MINNEAPOLIS – George Floyd’s brother pleaded for peace in the streets Monday, saying destruction is “not going to bring my brother back at all.”

Terrence Floyd's emotional plea came as the United States braced for another night of violence in response to Floyd's killing a week ago.

Chants of “What’s his name? George Floyd!” filled the air as a large crowd gathered at the spot where the black man who became the latest symbol of racial injustice in America lay handcuffed and dying as a white police officer pressed his knee into his neck.

Wearing a face mask with Floyd's image on it, his brother dropped to his knees at the storefront that has been turned into a memorial covered with flowers and signs. As he kneeled silently, many who were around him joined him on the ground.

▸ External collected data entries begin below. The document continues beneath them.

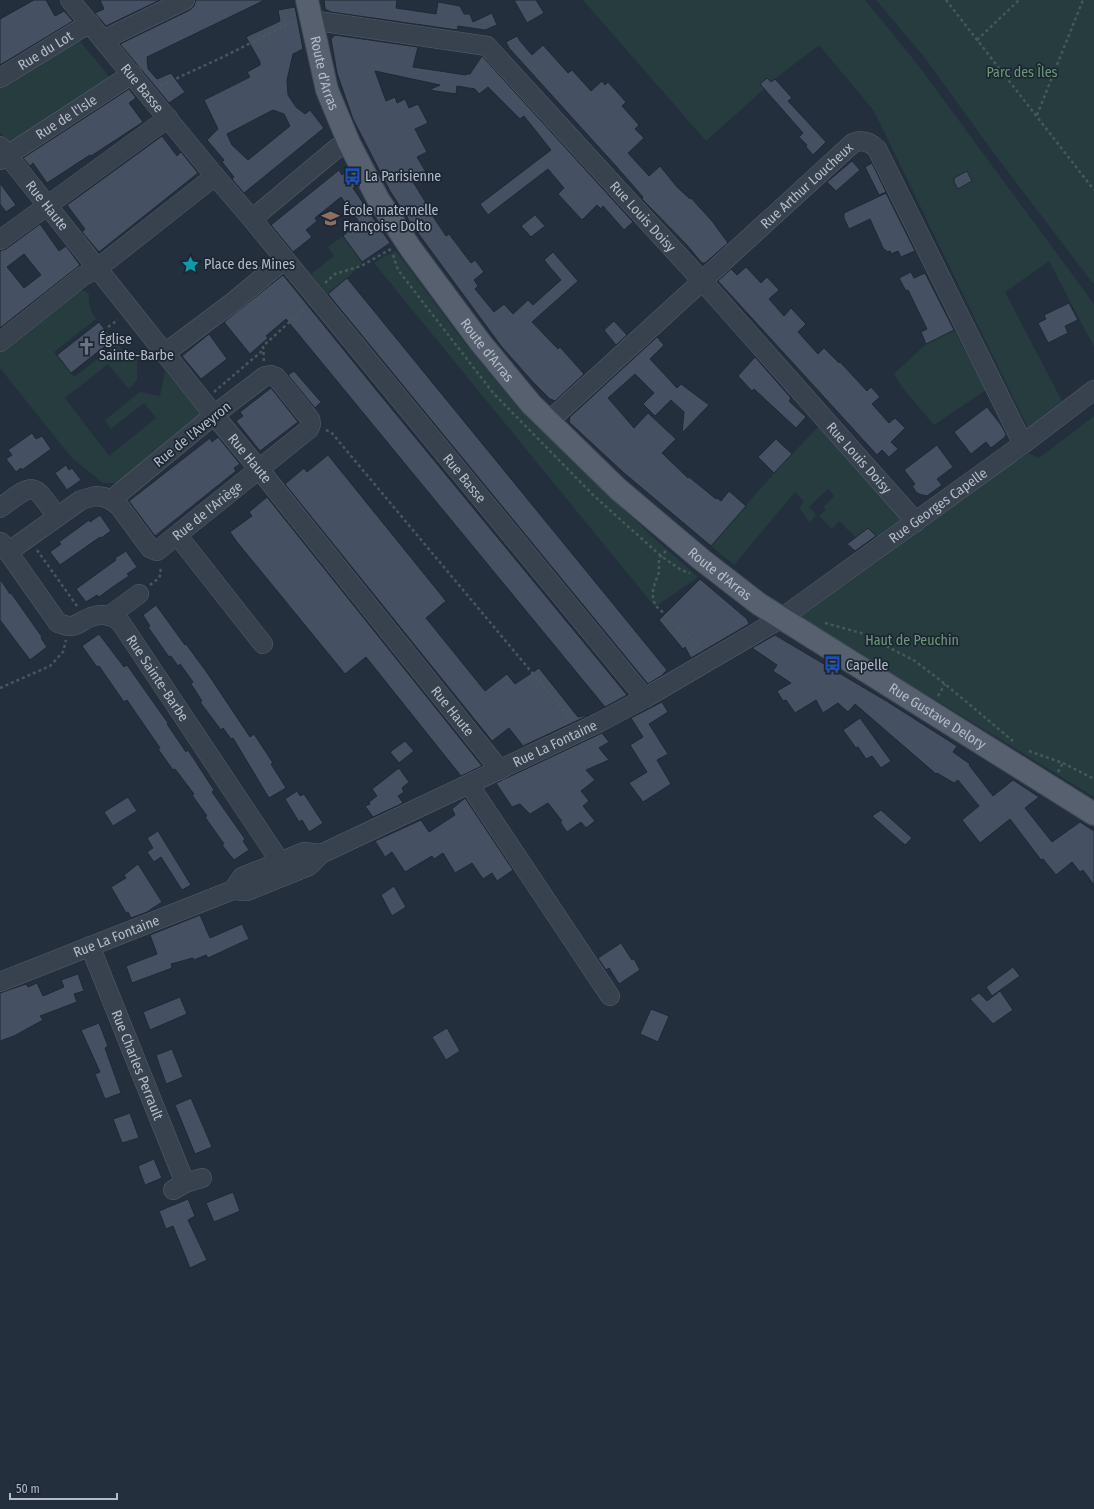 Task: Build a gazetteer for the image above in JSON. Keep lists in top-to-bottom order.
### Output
{
  "streets": {
    "main road": ["Route d'Arras", "Rue Gustave Delory"],
    "street": [
      "Rue du Lot",
      "Rue Basse",
      "Rue de l'Isle",
      "Rue Arthur Loucheux",
      "Rue Haute",
      "Rue Louis Doisy",
      "Rue de l'Aveyron",
      "Rue Georges Capelle",
      "Rue de l'Ariège",
      "Rue Sainte-Barbe",
      "Rue La Fontaine",
      "Rue Charles Perrault"
    ]
  },
  "crossings": [
    ["Rue du Lot", "Rue Basse"],
    ["Route d'Arras", "Rue Arthur Loucheux"],
    ["Route d'Arras", "Rue Louis Doisy"],
    ["Route d'Arras", "Rue Georges Capelle"],
    ["Route d'Arras", "Rue Gustave Delory"],
    ["Route d'Arras", "Rue La Fontaine"],
    ["Rue Basse", "Rue de l'Isle"],
    ["Rue Basse", "Rue La Fontaine"],
    ["Rue de l'Isle", "Rue Haute"],
    ["Rue Arthur Loucheux", "Rue Louis Doisy"],
    ["Rue Arthur Loucheux", "Rue Georges Capelle"],
    ["Rue Haute", "Rue de l'Aveyron"],
    ["Rue Haute", "Rue de l'Ariège"],
    ["Rue Haute", "Rue La Fontaine"],
    ["Rue Louis Doisy", "Rue Georges Capelle"],
    ["Rue Georges Capelle", "Rue Gustave Delory"],
    ["Rue Georges Capelle", "Rue La Fontaine"],
    ["Rue Sainte-Barbe", "Rue La Fontaine"],
    ["Rue Gustave Delory", "Rue La Fontaine"],
    ["Rue La Fontaine", "Rue Charles Perrault"]
  ],
  "parks": ["Parc des Îles", "Haut de Peuchin"],
  "places": {
    "bus stop": ["La Parisienne", "Capelle"],
    "school or university": ["École maternelle Françoise Dolto"],
    "place": ["Place des Mines"],
    "church": ["Église Sainte-Barbe"]
  },
  "scale_bar": "50 m"
} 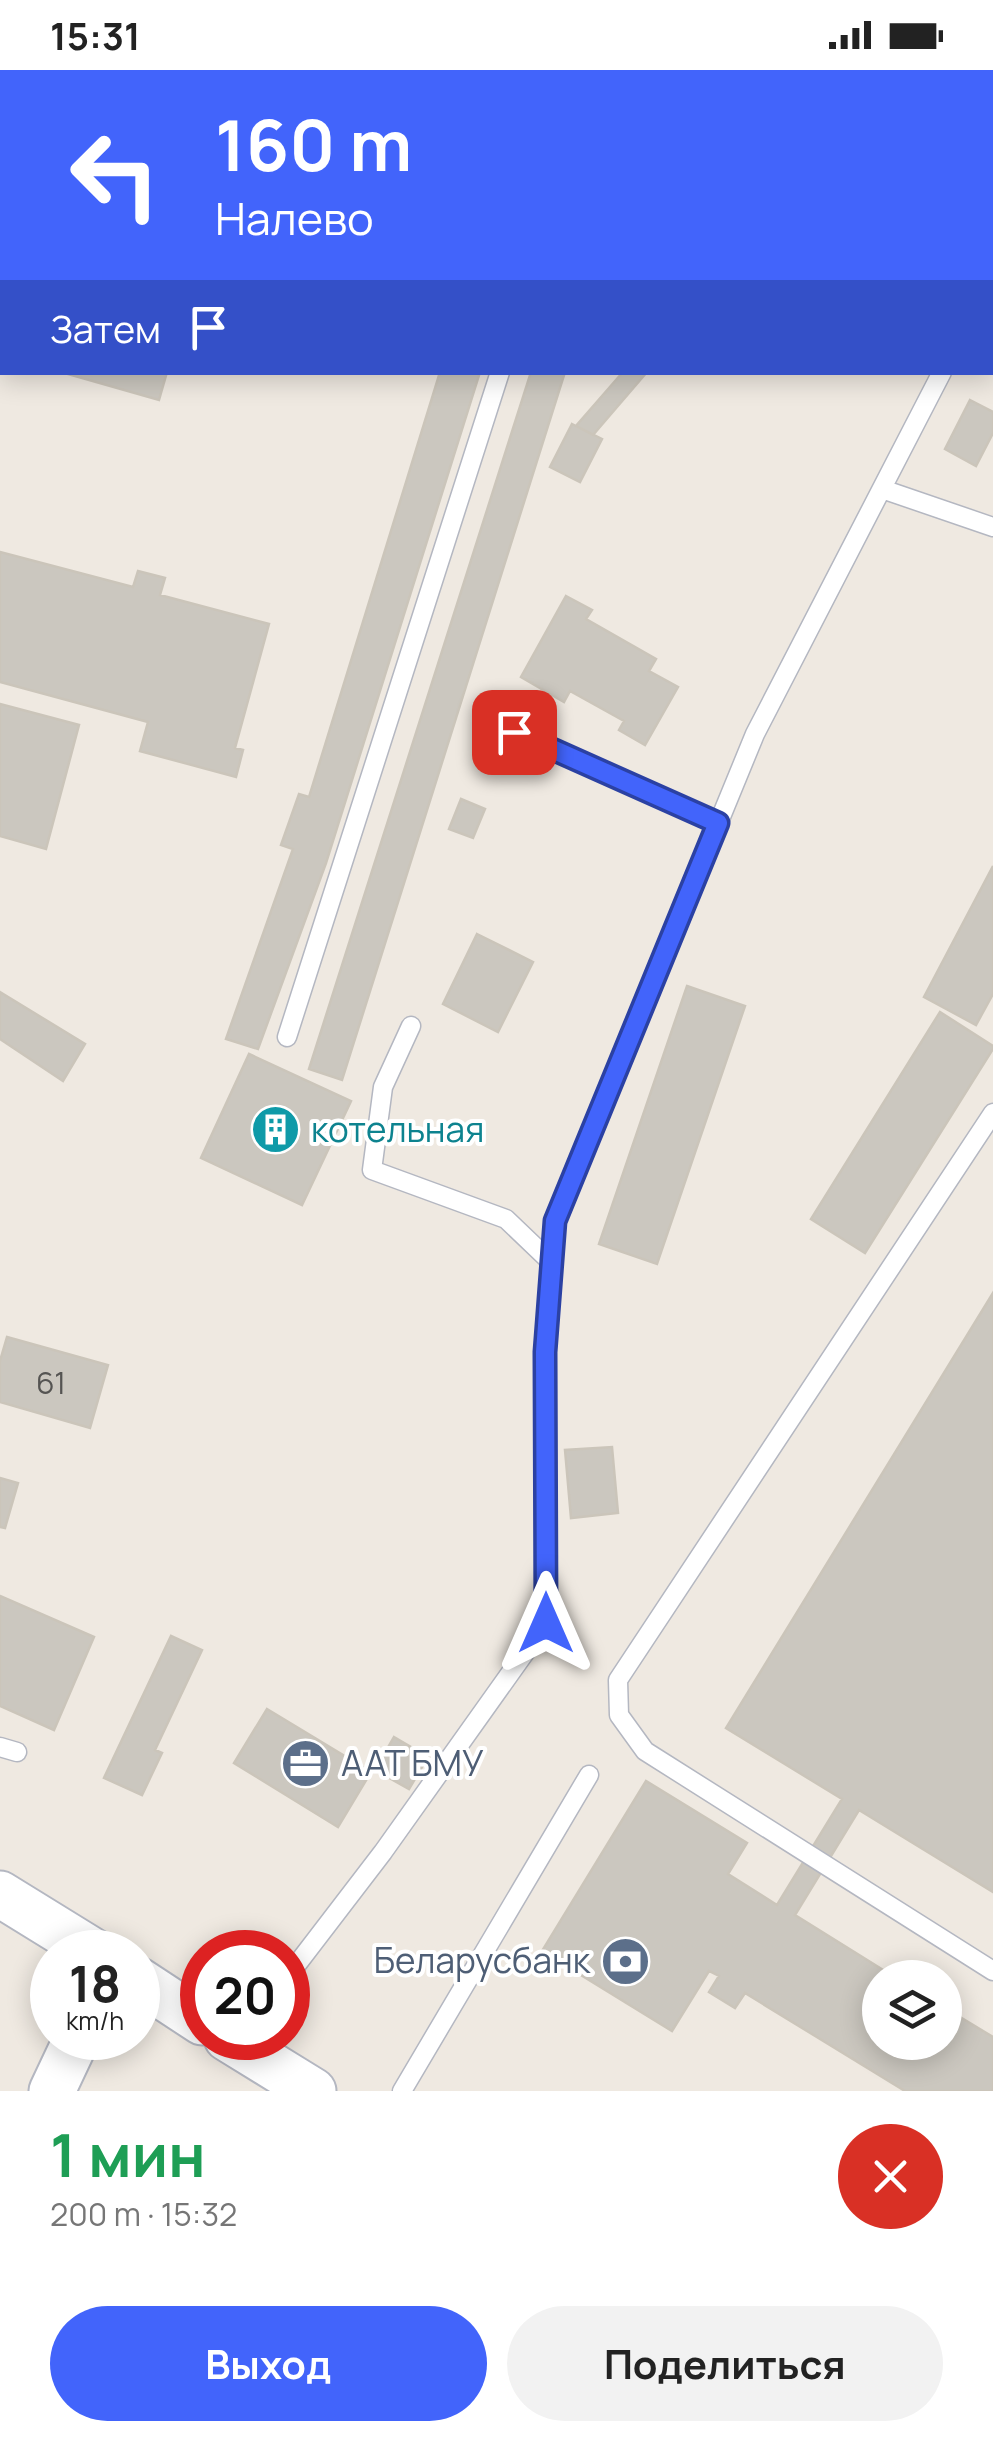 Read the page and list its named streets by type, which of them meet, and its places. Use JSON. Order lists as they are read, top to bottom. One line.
{"places":{"building":["котельная"],"office":["ААТ БМУ"],"bank":["Беларусбанк"]},"house_numbers":["61"],"page":{"status":"15:31","turn":["160 m","Налево"],"then":"Затем","speed":"18 km/h","limit":"20","heading":["1 мин","200 m · 15:32"],"buttons":["Выход","Поделиться"]}}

The memorial site was a space of calm compared to the devastation left in the wake of fires and violence that paralyzed the city for days last week before it spread nationwide.

“I understand y’all are upset. I doubt y’all are half as upset as I am,” said Terrence Floyd, who lives in New York. “So if I’m not over here blowing up stuff, if I’m not over here messing up my community, then what are y’all doing? What are y’all doing? Y’all doing nothing. Because that’s not going to bring my brother back at all.”

George Floyd, 46, died last week after he was arrested in Minneapolis, accused of using a forged $20 bill to pay for goods at a grocery store. The white officer, Derek Chauvin, has been charged with murder.

Terrence Floyd took several minutes sitting in the spot where the officer pinned his brother, and he sobbed.